The Obsequious Bow


“[The French Delegate General’s attaché] was there and he was appalled, really taken aback. The Canadians were cynical about the whole war, cynical about both sides, and I never really could trust what they had to say. They didn’t have much to say about this when I talked with them. The Cubans were divided. They all thought it was a terrible scene but some of them were trying to find explanations which would, you know, square it somehow. And the others, particularly my friend Bobby Salas, couldn’t find any way to explain it. It stunk, and they knew it.”

“Well, Dum Dum says to me as he pushes me back into my cell, you did not bow prettily as I asked you to. And I figured, well, I’m going to have a session on that one so Fd better figure out what happened. I think it over, and sure enough, they call me in about 19:30 [7:30 P.M. ] and sit me down and say, uh, why did you bow the way you bowed? Major Bui wants to know. The best thing I could come up with, which they bought, was I’m afraid of cameras. ‘You told me it was going to be a group of intellectuals—a small group of intellectuals. It obviously was a press conference. I don’t like the press. There were cameras there rushing up the aisle, and in my fright I must have reverted back to my ancient Catholic custom of bowing ninety-degrees.’ They all knew about Catholics and allowed as how they’d told me it would be a small group. So, they bought it. They said, okay, the guy was just scared.”

Stratton’s day was not over. Someone who had attended the press conference that afternoon requested a copy of his “confession” in the pilot’s own handwriting. (The transcripts passed out by the Vietnamese were typewritten.) Stratton refused to write it all out.

“They brought in two armed guards and they ‘thumped’ me, beat on me to write the ‘confession’ down in my own handwriting.

“[The Rabbit was] very careful. There were a couple of grammatical and technical errors they had made and they were very careful to make sure those mistakes were exactly duplicated in my handwriting.… [The copying] took all night, what with all the delaying tactics, thumpings, fooling around to screw it up somehow, and the recopying. So it was about six o’clock the next morning before there was a copy … in my own handwriting.”

That he could write at all was a wonder. His wrists were not strong enough to carry anything, and still hurt severely. Writing itself was hard, but he made a last attempt to discredit the “confession” by changing the shape of certain letters on the theory that anyone comparing the script with his normal handwriting would notice something amiss.

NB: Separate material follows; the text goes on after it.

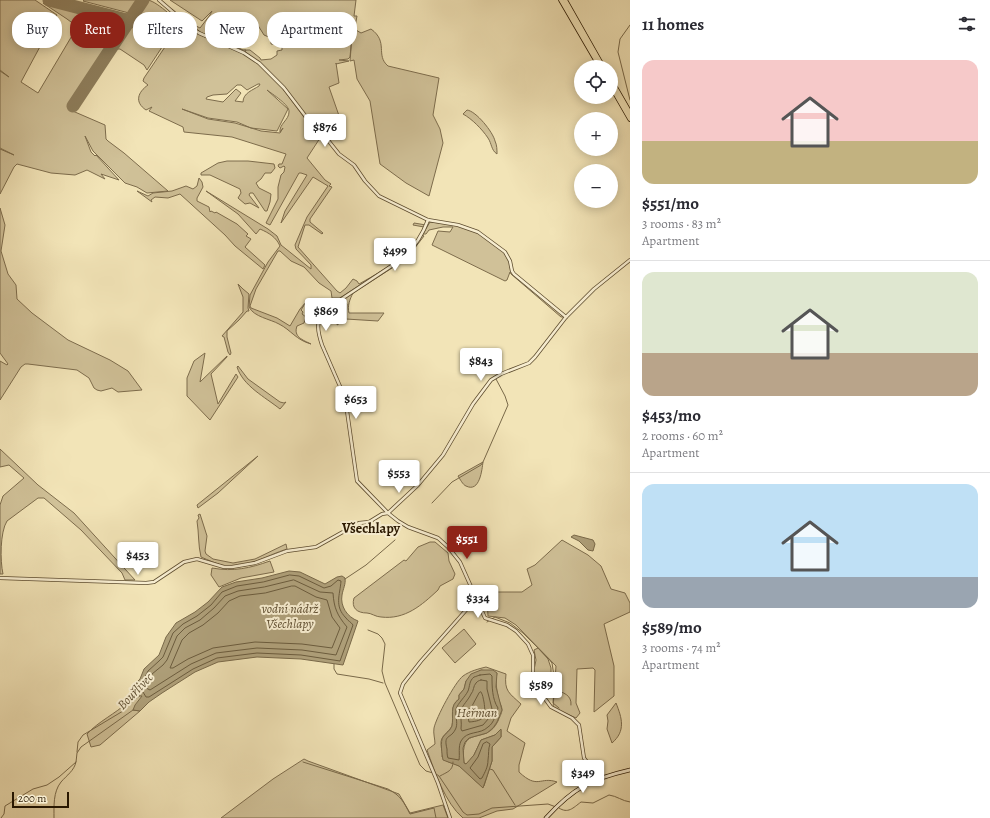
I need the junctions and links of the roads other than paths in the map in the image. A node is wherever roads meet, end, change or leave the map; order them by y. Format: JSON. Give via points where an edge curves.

The humiliation of Richard Allen Stratton was a quintessential blunder. The American’s performance shocked the diplomatic and press communities in Hanoi, and correspondents wasted no time in filing dispatches about his “confession.”

Lee Lockwood was appalled. Nothing has prepared him for what he had witnessed. Few persons or organizations in early 1967 seemed aware that North Vietnam was brutalizing its American captives. If such was suspected, it was a suspicion kept silent. American Naval Intelligence knew, however. In April, 1966, a Japanese television reporter had interviewed then-Commander Jeremiah A. Denton, Jr. Even as Major Bui, the Rabbit, and others monitored his performance, Denton’s eyes continually blinked T-O-R-T-U-R-E in Morse Code. The videotape had left Hanoi virtually unedited, had been purchased by American network news and broadcast nationally. An intelligence officer had picked up the message. But Washington did not go public with the information. That was the policy then.

The full impact of Stratton’s performance hit with the publication of Lockwood’s photographs and article in Life . Lockwood’s chilling description of the incident and full-page photograph of the seemingly mesmerized flier created an international furor. Life also included an emotional reaction to the Stratton incident from then-Ambassador-at-Large Averell Harriman: “Prom the photographs, videotapes and descriptions by eyewitnesses that I have seen of the so-called ‘news’ conference at which Commmander Stratton was exhibited, it would appear that the North Vietnamese authorities are using mental or physical pressure on American prisoners of war. We all remember the ugly record of ‘brainwashing’ during the Korean War. It would be a matter of grave concern if North Vietnam were using similar means against the prisoners.

“Hanoi has said its policy is to treat prisoners humanely. However, it has refused to allow the International Committee of the Red Cross … to visit the prisoners, a right required by the Geneva Convention to which Hanoi has adhered. Without such independent verification, North Vietnam’s professions of ‘humane treatment’ cannot be accepted.”

Stratton had accomplished his goal, though in March, 1967, he was not immediately aware of it; in hindsight he conceded he probably saved his own life. When the war was over, Hanoi had to produce him no matter how battered he was, no matter how many scars he bore.